This forms a pivotal part of the work of the Sound Archive. In addition to the core collection of oral history and field recordings, we have also generated an extensive institutional archive that looks at the various memory methodology workshops, conferences, seminars organised by or held in the Museum. Topics are diverse and range from discussions about memory work, oral history and the development of a community–based museum practice; as well as discussions around gentrification, performing identity, public history, the Palestinian solidarity movement and slavery in the city.
Photographic material is available for reproduction at commercial rates. Concessions are available to ex-residents and researchers, and for the non-commercial (educational) use of selected images.
Long term research relationships with the Museum are subject to approval by our Curatorial Committee and are also subject to conditions of access.
AV material and transcripts of oral history recordings are available on request.
Please contact Chrischené Julius at firstname.lastname@example.org for more information.
These conditions apply to researchers who wish to use the Museum as a base for their own research project, particularly where they need to be guided through material which might be appropriate for their own use. These conditions will apply to researchers who intend to spend periods of two weeks or more at the museum
Archival access fee may be charged in negotiation with the researcher. This does not include costs for specific services such as reproduction, photocopying and scanning.
This fee entitles researchers to:
Free entrance to museum and programmes
Regular meetings with a designated supervisor / coordinator
Consultation with relevant staff members as appropriate, and by appointment
Guided access to view photographic archival material
Guidance through sound and video archival material, with access to view / listen to material where possible
Access to books, newspaper collection and academic papers as housed in the resource centre
(All of the above are subject to museum’s own day-to-day needs.)
The District Six Museum Foundation was established in 1989 and launched as a museum in 1994, to keep alive the memories of District Six and displaced people everywhere. It came into being as a vehicle for advocating social justice, as a space for reflection and contemplation, and as an institution for challenging the distortions and half-truths which propped up the history of Cape Town and South Africa. As an independent space where the forgotten understandings of the past are resuscitated, where different interpretations of that past are facilitated through its collections, exhibitions and education programmes, the Museum is committed to telling stories of forced removals and assisting in the reconstitution of the community of District Six and Cape Town by drawing on a heritage of non-racialism, non-sexism, anti-class discrimination, and the encouragement of debate.
As it grows and develops, the District Six Museum remains committed to these objectives and re-dedicates itself to being a sustainable institution of reflection, contestation and social justice. So too, as the poor and the dispossessed return to the City of Cape Town as a consequence of land restitution, the Museum commits itself to deepening its memory work by supporting and facilitating the reconstruction of the landscape and community of District Six in both material and cultural terms. At the same time, the Museum commits itself to working with other bodies to achieve these objectives and to serving as a resource for independent, community-based heritage projects elsewhere in South Africa.
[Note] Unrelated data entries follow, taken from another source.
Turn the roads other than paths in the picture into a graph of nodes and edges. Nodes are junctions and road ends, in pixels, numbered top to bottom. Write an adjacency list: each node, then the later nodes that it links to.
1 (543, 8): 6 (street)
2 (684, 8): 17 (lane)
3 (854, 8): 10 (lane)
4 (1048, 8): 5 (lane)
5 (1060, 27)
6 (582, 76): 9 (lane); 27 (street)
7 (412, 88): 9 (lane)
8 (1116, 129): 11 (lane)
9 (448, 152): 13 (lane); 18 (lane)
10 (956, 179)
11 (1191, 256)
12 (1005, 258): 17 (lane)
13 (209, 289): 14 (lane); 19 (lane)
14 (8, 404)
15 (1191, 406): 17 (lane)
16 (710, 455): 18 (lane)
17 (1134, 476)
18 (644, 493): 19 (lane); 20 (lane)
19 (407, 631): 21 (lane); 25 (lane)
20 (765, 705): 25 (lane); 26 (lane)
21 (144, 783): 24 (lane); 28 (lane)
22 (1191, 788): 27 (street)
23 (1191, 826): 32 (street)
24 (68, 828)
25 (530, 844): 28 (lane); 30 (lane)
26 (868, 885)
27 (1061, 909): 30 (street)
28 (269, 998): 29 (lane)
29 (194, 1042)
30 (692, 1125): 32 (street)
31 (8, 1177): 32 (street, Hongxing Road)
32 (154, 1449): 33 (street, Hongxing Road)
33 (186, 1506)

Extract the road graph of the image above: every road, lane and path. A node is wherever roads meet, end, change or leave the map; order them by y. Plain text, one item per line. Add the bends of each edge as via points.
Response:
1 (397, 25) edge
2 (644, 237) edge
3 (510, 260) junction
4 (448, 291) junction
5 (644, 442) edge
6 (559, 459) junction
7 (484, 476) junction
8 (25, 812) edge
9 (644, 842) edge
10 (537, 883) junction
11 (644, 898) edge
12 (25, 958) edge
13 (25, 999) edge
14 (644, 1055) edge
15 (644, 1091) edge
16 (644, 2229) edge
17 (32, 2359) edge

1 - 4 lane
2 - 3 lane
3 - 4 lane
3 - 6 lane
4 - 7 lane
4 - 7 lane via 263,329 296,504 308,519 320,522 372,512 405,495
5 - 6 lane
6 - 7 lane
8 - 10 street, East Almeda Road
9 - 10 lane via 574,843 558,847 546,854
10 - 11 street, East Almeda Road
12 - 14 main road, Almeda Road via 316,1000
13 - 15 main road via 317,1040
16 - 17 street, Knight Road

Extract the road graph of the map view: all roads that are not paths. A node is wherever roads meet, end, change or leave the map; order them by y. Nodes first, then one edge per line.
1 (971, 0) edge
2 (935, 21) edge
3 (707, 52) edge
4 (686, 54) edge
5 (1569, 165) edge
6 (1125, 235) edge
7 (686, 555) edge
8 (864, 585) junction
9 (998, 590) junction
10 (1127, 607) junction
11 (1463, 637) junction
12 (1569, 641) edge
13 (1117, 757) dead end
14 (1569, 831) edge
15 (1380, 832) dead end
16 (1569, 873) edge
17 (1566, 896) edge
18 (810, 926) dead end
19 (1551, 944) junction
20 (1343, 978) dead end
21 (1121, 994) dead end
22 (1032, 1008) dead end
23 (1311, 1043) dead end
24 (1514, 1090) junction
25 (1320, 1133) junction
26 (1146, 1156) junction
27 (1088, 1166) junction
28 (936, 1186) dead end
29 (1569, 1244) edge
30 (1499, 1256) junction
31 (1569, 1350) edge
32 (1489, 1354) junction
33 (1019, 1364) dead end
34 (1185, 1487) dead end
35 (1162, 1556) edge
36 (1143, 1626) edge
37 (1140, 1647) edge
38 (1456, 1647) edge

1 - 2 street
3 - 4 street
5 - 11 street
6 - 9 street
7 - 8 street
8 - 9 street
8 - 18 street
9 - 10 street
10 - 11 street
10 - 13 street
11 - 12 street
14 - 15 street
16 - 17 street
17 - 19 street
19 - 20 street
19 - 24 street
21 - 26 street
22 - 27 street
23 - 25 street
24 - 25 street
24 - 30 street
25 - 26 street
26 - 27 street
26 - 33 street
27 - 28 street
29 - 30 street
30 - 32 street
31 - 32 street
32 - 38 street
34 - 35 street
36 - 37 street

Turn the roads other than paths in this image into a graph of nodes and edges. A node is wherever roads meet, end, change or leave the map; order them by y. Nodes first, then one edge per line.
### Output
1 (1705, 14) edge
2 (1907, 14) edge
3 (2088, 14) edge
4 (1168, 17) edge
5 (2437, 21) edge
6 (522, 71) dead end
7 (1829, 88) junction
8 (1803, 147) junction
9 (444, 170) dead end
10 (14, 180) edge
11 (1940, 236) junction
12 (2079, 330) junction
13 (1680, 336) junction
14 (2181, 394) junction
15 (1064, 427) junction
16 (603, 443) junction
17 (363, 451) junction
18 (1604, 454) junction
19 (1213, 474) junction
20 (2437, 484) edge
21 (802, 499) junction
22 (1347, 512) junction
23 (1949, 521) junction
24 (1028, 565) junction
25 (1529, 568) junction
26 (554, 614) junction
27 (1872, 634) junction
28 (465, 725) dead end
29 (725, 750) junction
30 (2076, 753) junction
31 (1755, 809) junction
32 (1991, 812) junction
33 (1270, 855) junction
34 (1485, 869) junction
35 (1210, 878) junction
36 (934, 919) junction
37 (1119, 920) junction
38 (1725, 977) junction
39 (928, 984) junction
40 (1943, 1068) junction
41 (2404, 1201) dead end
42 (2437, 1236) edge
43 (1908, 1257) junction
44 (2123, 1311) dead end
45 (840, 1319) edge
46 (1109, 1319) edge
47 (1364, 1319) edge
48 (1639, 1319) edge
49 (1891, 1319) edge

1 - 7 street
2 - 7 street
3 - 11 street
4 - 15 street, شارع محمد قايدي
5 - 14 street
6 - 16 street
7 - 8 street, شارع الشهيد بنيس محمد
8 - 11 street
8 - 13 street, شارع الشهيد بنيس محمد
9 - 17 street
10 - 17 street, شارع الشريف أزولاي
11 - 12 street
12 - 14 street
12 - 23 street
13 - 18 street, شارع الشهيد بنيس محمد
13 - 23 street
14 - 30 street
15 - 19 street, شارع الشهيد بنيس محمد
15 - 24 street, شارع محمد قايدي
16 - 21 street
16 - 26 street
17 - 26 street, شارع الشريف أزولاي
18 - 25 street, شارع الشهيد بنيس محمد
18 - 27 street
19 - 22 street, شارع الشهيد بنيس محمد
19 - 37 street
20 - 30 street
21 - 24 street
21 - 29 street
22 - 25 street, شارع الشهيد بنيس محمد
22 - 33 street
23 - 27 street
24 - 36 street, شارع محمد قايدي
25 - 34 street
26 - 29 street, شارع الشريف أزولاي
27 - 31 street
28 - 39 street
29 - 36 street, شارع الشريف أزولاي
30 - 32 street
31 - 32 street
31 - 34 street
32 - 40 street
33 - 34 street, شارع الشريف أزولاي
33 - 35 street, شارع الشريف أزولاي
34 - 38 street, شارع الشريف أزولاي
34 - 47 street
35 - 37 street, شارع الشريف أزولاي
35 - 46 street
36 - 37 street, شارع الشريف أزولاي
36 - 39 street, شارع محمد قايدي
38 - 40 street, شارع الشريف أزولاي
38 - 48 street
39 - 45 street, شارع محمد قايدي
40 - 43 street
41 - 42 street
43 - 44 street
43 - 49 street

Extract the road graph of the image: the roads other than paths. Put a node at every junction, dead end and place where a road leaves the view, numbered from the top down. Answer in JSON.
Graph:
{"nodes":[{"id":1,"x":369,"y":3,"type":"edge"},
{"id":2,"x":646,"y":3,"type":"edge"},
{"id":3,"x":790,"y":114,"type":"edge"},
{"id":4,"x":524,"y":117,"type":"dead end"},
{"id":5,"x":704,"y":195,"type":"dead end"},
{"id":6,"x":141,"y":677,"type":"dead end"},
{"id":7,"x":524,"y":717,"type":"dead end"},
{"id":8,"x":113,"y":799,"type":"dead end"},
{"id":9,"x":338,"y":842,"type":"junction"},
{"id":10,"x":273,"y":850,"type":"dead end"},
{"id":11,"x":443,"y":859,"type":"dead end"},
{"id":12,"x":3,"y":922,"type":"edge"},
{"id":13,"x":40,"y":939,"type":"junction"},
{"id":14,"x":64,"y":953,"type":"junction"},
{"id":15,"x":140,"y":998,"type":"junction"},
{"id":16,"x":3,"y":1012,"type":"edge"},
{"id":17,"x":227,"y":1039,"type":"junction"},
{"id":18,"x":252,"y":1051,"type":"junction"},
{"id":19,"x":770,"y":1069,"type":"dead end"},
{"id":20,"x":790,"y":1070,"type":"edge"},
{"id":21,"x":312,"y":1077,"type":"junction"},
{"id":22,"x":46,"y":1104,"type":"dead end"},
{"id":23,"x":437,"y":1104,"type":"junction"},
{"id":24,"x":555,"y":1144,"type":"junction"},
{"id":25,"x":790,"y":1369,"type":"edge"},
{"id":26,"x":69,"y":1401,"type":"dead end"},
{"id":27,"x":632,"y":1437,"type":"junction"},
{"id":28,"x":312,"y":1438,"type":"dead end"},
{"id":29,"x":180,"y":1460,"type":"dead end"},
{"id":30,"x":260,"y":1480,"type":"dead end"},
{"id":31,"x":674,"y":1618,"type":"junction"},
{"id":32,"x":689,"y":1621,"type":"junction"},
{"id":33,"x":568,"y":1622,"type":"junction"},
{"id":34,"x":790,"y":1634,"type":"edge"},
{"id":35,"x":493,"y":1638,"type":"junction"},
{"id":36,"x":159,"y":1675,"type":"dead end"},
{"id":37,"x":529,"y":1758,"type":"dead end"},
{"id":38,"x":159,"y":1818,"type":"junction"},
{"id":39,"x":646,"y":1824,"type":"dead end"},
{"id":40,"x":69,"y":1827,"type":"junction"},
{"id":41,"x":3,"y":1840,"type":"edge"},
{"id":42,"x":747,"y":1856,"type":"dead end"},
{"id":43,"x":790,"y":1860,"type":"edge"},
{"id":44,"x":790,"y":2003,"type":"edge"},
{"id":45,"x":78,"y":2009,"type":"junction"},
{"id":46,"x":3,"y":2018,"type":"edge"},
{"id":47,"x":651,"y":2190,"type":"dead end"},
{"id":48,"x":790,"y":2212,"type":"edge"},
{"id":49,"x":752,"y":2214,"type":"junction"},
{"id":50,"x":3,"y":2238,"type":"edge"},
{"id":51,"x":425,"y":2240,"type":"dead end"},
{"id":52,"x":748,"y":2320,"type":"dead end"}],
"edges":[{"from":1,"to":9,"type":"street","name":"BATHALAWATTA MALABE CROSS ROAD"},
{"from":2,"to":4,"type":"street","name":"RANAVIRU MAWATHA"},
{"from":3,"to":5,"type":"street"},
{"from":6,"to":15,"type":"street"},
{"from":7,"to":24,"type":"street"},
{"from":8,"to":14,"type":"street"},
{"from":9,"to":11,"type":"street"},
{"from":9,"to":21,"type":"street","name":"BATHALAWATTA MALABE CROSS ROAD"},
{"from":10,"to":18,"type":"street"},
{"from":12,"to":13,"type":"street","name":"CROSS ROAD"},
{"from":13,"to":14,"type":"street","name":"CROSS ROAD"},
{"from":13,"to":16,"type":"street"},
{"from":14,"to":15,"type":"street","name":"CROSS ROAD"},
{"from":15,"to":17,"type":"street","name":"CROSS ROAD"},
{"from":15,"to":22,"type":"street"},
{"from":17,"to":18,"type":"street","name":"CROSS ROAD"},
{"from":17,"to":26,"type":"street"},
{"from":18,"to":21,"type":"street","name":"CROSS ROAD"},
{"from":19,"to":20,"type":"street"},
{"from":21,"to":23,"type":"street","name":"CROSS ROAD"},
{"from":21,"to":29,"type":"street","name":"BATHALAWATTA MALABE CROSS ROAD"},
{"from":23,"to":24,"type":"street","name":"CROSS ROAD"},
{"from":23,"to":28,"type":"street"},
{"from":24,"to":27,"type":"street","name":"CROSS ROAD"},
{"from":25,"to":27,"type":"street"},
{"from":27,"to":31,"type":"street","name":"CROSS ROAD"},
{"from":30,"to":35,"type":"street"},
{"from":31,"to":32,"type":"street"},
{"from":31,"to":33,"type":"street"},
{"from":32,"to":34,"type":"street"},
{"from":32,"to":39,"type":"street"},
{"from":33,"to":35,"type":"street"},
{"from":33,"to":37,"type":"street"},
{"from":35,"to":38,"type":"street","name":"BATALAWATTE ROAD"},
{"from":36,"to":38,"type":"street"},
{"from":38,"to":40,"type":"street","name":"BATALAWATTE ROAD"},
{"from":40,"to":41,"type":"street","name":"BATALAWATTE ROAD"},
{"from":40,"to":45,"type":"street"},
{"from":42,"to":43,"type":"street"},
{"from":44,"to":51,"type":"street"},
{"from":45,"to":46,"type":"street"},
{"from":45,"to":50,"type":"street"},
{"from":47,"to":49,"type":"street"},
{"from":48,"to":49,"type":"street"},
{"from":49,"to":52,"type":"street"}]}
The District Six Museum is committed to conducting and supporting research that falls within the framework provided by its mission statement (extract above). The mission statement serves as a methodological and conceptual guide for all research undertaken under the auspices of, and in association with, the District Six Museum. This refers to all types of research, and particularly to research involving living research participants.
The Museum encourages research that serves the general interests of the community at large, and which leads to greater understanding and affirmation of the experiences of all people. Research supported by the Museum should always be characterized by:
- Scholarly integrity;
- Social responsibility;
- Respect for the dignity and self-esteem of individuals;
- Regard for human rights; and DISTRICT SIX MUSEUM RESEARCH ETHICS DOCUMENT
While the Museum has no powers of approval or rejection of individual research proposals, its Curatorial and Research Committee reserves the right to withhold its support for any research projects which it considers to be in either direct or indirect violation of the above. This also applies to research projects which, in the considered view of the above committee, promotes narrowness of interpretation and fosters racial disharmony.
1. The District Six Museum retains full copyright of all image(s) supplied by the Museum. The user is only allowed to use the image(s) for the purpose/s stated on the Request Form. The user is required to reapply for permission for any subsequent use of the image(s).
2. Where the image(s) is (are) used in a publication, the user agrees to credit the District Six Museum as the source of the material, and also credit the artist, photographer, or writer (where applicable).
3. The user agrees to provide to District Six Museum with at least one copy of the publication at no cost to the Museum within one month of the publication being printed.
4. The user is not allowed to transfer any rights pertaining to the image(s) to a third party without the written consent of the District Six Museum.
5. Collection of the image(s) in the requested format implies an acceptance of the terms and conditions of use.
6. Failure to comply with the above may result in legal action against the user by the District Six Museum.